AIM OF THE EXERCISE: Where a line of the data below has the string "paths", copy that line.

MATERIAL FOR THIS TASK:
====================
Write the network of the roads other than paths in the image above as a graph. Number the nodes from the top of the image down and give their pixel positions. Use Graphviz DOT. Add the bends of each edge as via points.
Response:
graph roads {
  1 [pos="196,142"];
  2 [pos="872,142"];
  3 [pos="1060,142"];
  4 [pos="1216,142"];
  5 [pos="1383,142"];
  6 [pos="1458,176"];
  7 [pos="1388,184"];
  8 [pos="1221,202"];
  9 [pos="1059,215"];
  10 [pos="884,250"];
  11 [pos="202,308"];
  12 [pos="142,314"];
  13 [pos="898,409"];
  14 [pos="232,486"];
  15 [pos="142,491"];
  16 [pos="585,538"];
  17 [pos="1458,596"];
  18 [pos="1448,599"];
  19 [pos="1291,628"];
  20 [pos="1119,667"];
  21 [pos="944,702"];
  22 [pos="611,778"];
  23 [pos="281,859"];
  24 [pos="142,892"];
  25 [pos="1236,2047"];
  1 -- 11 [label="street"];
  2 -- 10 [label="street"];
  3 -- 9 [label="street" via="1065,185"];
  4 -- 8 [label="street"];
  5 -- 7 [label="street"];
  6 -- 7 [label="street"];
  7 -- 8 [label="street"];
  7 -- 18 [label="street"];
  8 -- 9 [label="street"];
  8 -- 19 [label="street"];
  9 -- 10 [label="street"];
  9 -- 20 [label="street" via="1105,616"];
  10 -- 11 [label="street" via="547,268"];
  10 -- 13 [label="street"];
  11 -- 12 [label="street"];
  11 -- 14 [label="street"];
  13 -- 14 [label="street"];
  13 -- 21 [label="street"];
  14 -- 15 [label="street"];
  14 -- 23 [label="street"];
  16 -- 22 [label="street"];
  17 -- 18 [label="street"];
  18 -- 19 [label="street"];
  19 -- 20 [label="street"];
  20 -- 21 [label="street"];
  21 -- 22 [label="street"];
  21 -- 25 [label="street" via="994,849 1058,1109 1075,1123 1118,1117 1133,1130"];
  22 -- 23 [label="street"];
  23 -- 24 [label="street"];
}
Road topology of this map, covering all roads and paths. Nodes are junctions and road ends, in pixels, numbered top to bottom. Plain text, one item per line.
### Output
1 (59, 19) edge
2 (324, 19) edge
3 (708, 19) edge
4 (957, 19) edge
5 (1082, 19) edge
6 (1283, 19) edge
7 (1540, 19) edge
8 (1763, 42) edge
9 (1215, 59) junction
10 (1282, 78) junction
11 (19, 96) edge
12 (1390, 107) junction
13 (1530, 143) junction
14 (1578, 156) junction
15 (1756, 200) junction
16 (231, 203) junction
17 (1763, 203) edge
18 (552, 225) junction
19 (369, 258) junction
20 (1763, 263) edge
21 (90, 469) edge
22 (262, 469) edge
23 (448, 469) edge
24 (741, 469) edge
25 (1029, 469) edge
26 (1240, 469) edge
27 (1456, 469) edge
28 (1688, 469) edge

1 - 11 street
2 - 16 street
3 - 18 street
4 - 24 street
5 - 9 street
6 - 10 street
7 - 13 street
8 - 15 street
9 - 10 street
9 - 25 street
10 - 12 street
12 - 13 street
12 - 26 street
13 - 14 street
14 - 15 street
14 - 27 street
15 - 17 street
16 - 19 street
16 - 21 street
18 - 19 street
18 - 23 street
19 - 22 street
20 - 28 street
====================
OUTPUT OF THE EXERCISE:
Write the network of the roads other than paths in the image above as a graph. Number the nodes from the top of the image down and give their pixel positions. Use Graphviz DOT. Add the bends of each edge as via points.
Road topology of this map, covering all roads and paths. Nodes are junctions and road ends, in pixels, numbered top to bottom. Plain text, one item per line.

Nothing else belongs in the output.